The average Christian male is up to his gold cross in debts and duties. He has a “picture” in his mind of what it means to be a “good Christian.” He believes in this picture—it’s what he thinks he “needs” to do to be a “good boy”—to be happy.The reason I mention it here is that I think Morley has captured one of the primary problems we face today. There are too many good things we MUST do it be happy. Looking over this list, there isn't one of them that I'd say should not be on the list of stuff I really should be doing. I just don't do most of these things.
No wonder men wince when you ask them to do something.
- I need to spend quality time with my wife.
- I need to be a super dad to my kids and attend (maybe coach) all their activities. My dad did (or didn’t) do this for me, and I’m going to be there for them.
- I need to make lots of money so my family can live in a beautiful home in a “better” neighborhood, my kids can wear the right labels, there is less pressure on my wife to work, and I can become financially independent.
- I need to join a men’s small group where I can grow with some brothers.
- I need to attend a weekly home growth and fellowship group.
- I need to have a daily quiet time for fellowship with God.

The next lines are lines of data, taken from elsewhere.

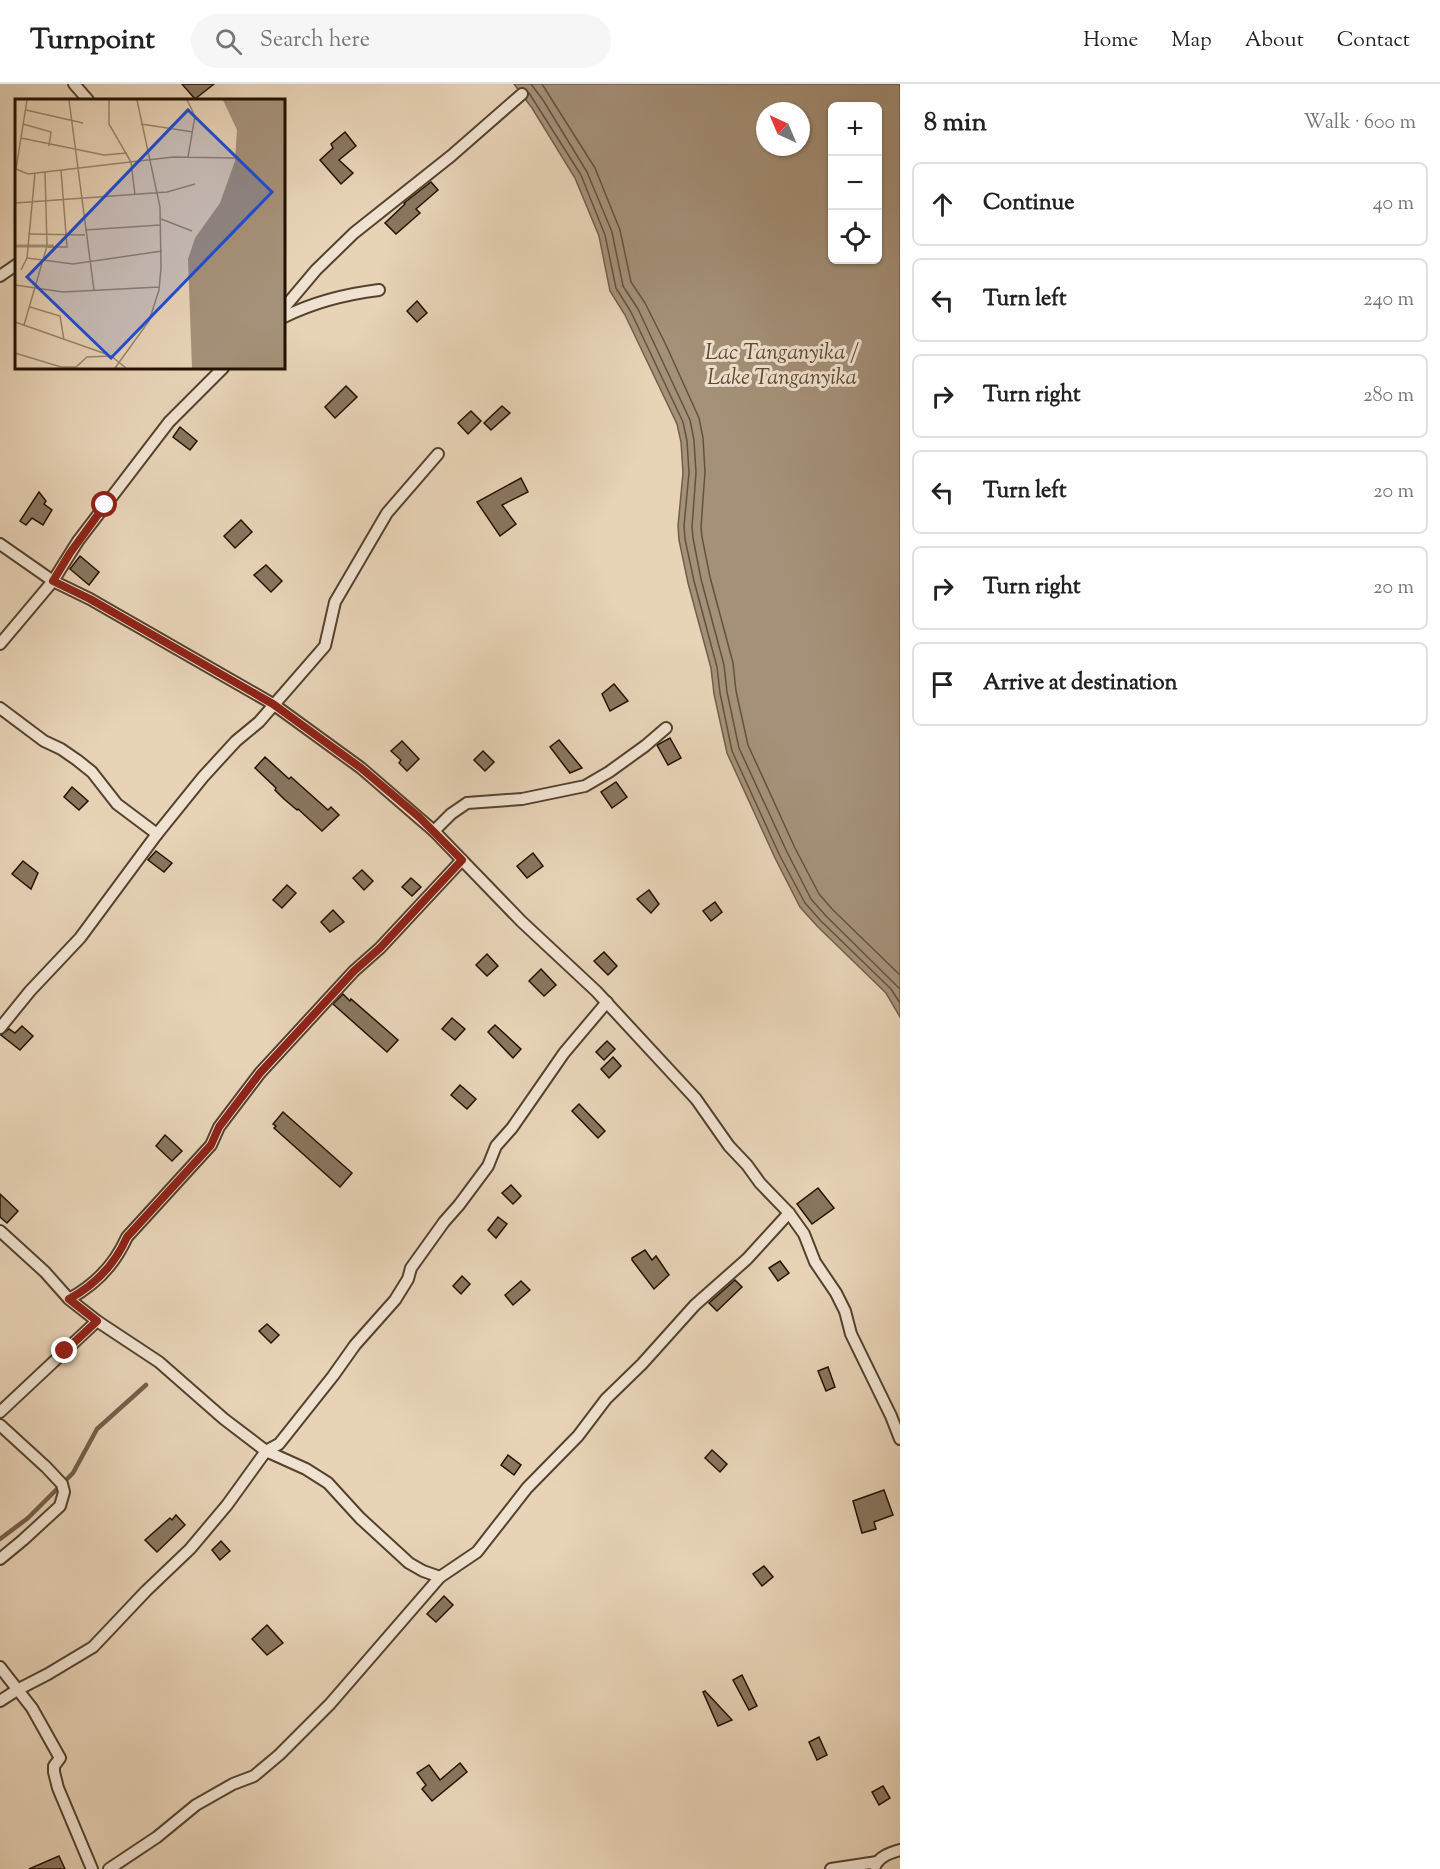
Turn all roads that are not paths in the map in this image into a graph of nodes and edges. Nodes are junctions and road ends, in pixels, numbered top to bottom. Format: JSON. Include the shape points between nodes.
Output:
{"nodes":[{"id":1,"x":74,"y":84,"type":"edge"},
{"id":2,"x":522,"y":94,"type":"dead end"},
{"id":3,"x":87,"y":99,"type":"edge"},
{"id":4,"x":15,"y":266,"type":"edge"},
{"id":5,"x":0,"y":276,"type":"edge"},
{"id":6,"x":379,"y":290,"type":"dead end"},
{"id":7,"x":285,"y":307,"type":"edge"},
{"id":8,"x":285,"y":317,"type":"edge"},
{"id":9,"x":222,"y":369,"type":"edge"},
{"id":10,"x":438,"y":454,"type":"dead end"},
{"id":11,"x":0,"y":544,"type":"edge"},
{"id":12,"x":53,"y":581,"type":"junction"},
{"id":13,"x":0,"y":644,"type":"edge"},
{"id":14,"x":273,"y":704,"type":"junction"},
{"id":15,"x":0,"y":708,"type":"edge"},
{"id":16,"x":666,"y":728,"type":"dead end"},
{"id":17,"x":434,"y":831,"type":"junction"},
{"id":18,"x":157,"y":834,"type":"junction"},
{"id":19,"x":462,"y":860,"type":"junction"},
{"id":20,"x":607,"y":1002,"type":"junction"},
{"id":21,"x":0,"y":1028,"type":"edge"},
{"id":22,"x":789,"y":1214,"type":"junction"},
{"id":23,"x":0,"y":1231,"type":"edge"},
{"id":24,"x":69,"y":1299,"type":"junction"},
{"id":25,"x":97,"y":1321,"type":"junction"},
{"id":26,"x":0,"y":1412,"type":"edge"},
{"id":27,"x":0,"y":1425,"type":"edge"},
{"id":28,"x":900,"y":1438,"type":"edge"},
{"id":29,"x":266,"y":1450,"type":"junction"},
{"id":30,"x":0,"y":1559,"type":"edge"},
{"id":31,"x":440,"y":1577,"type":"junction"},
{"id":32,"x":0,"y":1667,"type":"edge"},
{"id":33,"x":18,"y":1690,"type":"junction"},
{"id":34,"x":0,"y":1701,"type":"edge"},
{"id":35,"x":900,"y":1850,"type":"edge"},
{"id":36,"x":875,"y":1866,"type":"edge"},
{"id":37,"x":92,"y":1869,"type":"edge"},
{"id":38,"x":109,"y":1869,"type":"edge"},
{"id":39,"x":831,"y":1869,"type":"edge"}],
"edges":[{"from":1,"to":3,"type":"street"},
{"from":2,"to":7,"type":"street","via":[[354,233]]},
{"from":4,"to":5,"type":"street"},
{"from":6,"to":8,"type":"street","via":[[352,293]]},
{"from":9,"to":12,"type":"street","via":[[169,422],[78,541]]},
{"from":10,"to":14,"type":"street","via":[[387,513],[335,602],[325,646]]},
{"from":11,"to":12,"type":"street"},
{"from":12,"to":13,"type":"street"},
{"from":12,"to":14,"type":"street"},
{"from":14,"to":17,"type":"street","via":[[361,768]]},
{"from":14,"to":18,"type":"street","via":[[203,777]]},
{"from":15,"to":18,"type":"street","via":[[92,772],[117,804]]},
{"from":16,"to":17,"type":"street","via":[[585,786],[522,799],[467,803]]},
{"from":17,"to":19,"type":"street"},
{"from":18,"to":21,"type":"street","via":[[80,938]]},
{"from":19,"to":20,"type":"street"},
{"from":19,"to":24,"type":"street","via":[[260,1073],[219,1127],[211,1145],[127,1237],[113,1263]]},
{"from":20,"to":22,"type":"street","via":[[696,1099],[729,1146]]},
{"from":20,"to":29,"type":"street","via":[[496,1146],[488,1166],[411,1268],[395,1300],[279,1444]]},
{"from":22,"to":28,"type":"street","via":[[841,1302],[851,1334]]},
{"from":22,"to":31,"type":"street","via":[[606,1399],[578,1436],[527,1488],[477,1552]]},
{"from":23,"to":24,"type":"street"},
{"from":24,"to":25,"type":"street"},
{"from":25,"to":26,"type":"street"},
{"from":25,"to":29,"type":"street","via":[[159,1362]]},
{"from":27,"to":30,"type":"street","via":[[46,1467],[62,1484],[64,1492],[60,1506]]},
{"from":29,"to":31,"type":"street","via":[[319,1476],[409,1563]]},
{"from":29,"to":33,"type":"street","via":[[190,1549],[93,1647]]},
{"from":31,"to":38,"type":"street","via":[[330,1704],[279,1755],[254,1776],[196,1805]]},
{"from":32,"to":33,"type":"street"},
{"from":33,"to":34,"type":"street"},
{"from":33,"to":37,"type":"street","via":[[58,1753],[60,1758],[54,1766],[58,1788]]},
{"from":35,"to":36,"type":"street","via":[[888,1853]]},
{"from":36,"to":39,"type":"street"}]}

- I need to keep the Sabbath and have my family in church to worship God.
- I need to serve God through a personal ministry—probably through the church.

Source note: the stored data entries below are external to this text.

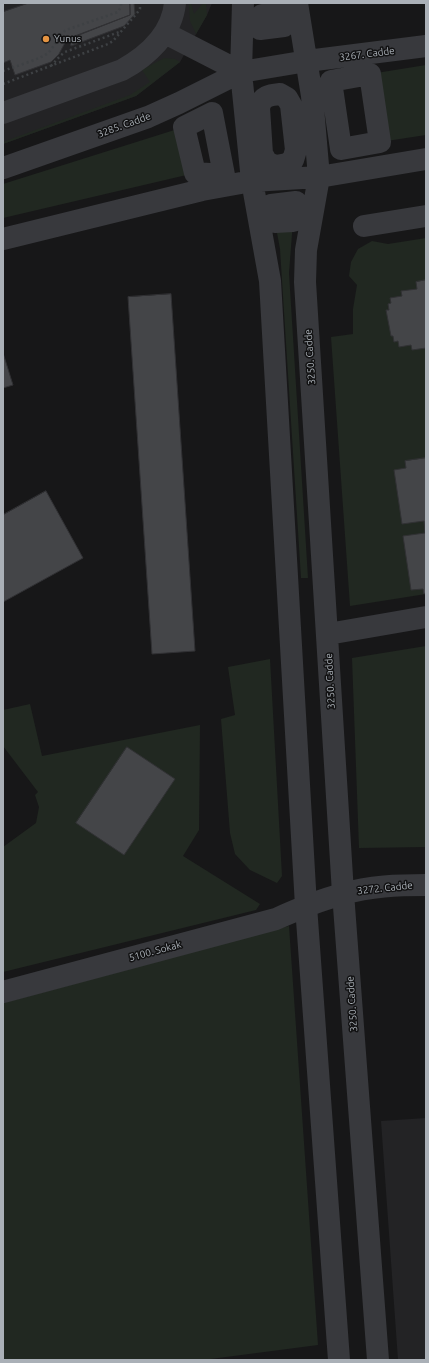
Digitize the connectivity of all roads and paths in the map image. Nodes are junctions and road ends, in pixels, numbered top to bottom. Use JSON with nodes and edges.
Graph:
{"nodes":[{"id":1,"x":121,"y":3,"type":"edge"},
{"id":2,"x":140,"y":3,"type":"edge"},
{"id":3,"x":175,"y":3,"type":"edge"},
{"id":4,"x":243,"y":3,"type":"edge"},
{"id":5,"x":297,"y":3,"type":"edge"},
{"id":6,"x":121,"y":31,"type":"junction"},
{"id":7,"x":165,"y":33,"type":"junction"},
{"id":8,"x":426,"y":46,"type":"edge"},
{"id":9,"x":307,"y":61,"type":"junction"},
{"id":10,"x":51,"y":66,"type":"junction"},
{"id":11,"x":3,"y":71,"type":"edge"},
{"id":12,"x":241,"y":72,"type":"junction"},
{"id":13,"x":3,"y":84,"type":"edge"},
{"id":14,"x":3,"y":113,"type":"edge"},
{"id":15,"x":426,"y":158,"type":"edge"},
{"id":16,"x":3,"y":168,"type":"edge"},
{"id":17,"x":318,"y":177,"type":"junction"},
{"id":18,"x":252,"y":181,"type":"junction"},
{"id":19,"x":426,"y":216,"type":"edge"},
{"id":20,"x":364,"y":226,"type":"dead end"},
{"id":21,"x":3,"y":239,"type":"edge"},
{"id":22,"x":426,"y":617,"type":"edge"},
{"id":23,"x":328,"y":634,"type":"junction"},
{"id":24,"x":426,"y":885,"type":"edge"},
{"id":25,"x":343,"y":893,"type":"junction"},
{"id":26,"x":306,"y":906,"type":"junction"},
{"id":27,"x":3,"y":992,"type":"edge"},
{"id":28,"x":339,"y":1360,"type":"edge"},
{"id":29,"x":378,"y":1360,"type":"edge"}],
"edges":[{"from":1,"to":11,"type":"path"},
{"from":2,"to":6,"type":"path"},
{"from":3,"to":7,"type":"street"},
{"from":4,"to":12,"type":"street"},
{"from":5,"to":9,"type":"street","name":"3250. Cadde"},
{"from":6,"to":10,"type":"path"},
{"from":6,"to":10,"type":"path"},
{"from":7,"to":12,"type":"street"},
{"from":7,"to":14,"type":"street"},
{"from":8,"to":9,"type":"street","name":"3267. Cadde"},
{"from":9,"to":12,"type":"street","name":"3267. Cadde"},
{"from":9,"to":17,"type":"street","name":"3250. Cadde"},
{"from":10,"to":13,"type":"path"},
{"from":12,"to":16,"type":"street","name":"3285. Cadde"},
{"from":12,"to":18,"type":"street"},
{"from":15,"to":17,"type":"street"},
{"from":17,"to":18,"type":"street"},
{"from":17,"to":23,"type":"street","name":"3250. Cadde"},
{"from":18,"to":21,"type":"street"},
{"from":18,"to":26,"type":"street"},
{"from":19,"to":20,"type":"street"},
{"from":22,"to":23,"type":"street"},
{"from":23,"to":25,"type":"street","name":"3250. Cadde"},
{"from":24,"to":25,"type":"street","name":"3272. Cadde"},
{"from":25,"to":26,"type":"street","name":"3272. Cadde"},
{"from":25,"to":29,"type":"street","name":"3250. Cadde"},
{"from":26,"to":27,"type":"street","name":"5100. Sokak"},
{"from":26,"to":28,"type":"street"}]}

- I need to be a good citizen and neighbor.
- I need to be a star at work if all this is going to happen.
- I need a successful and satisfying career.
- I need some time for myself.
There is a simmering guilt in the background of most of my days. I have a nagging feeling that I'm not really doing enough...of anything. Morley mentions this in the article as well.
I don't have an answer. There isn't one in the article either. I was encouraged to see that it's not just me that feels this way.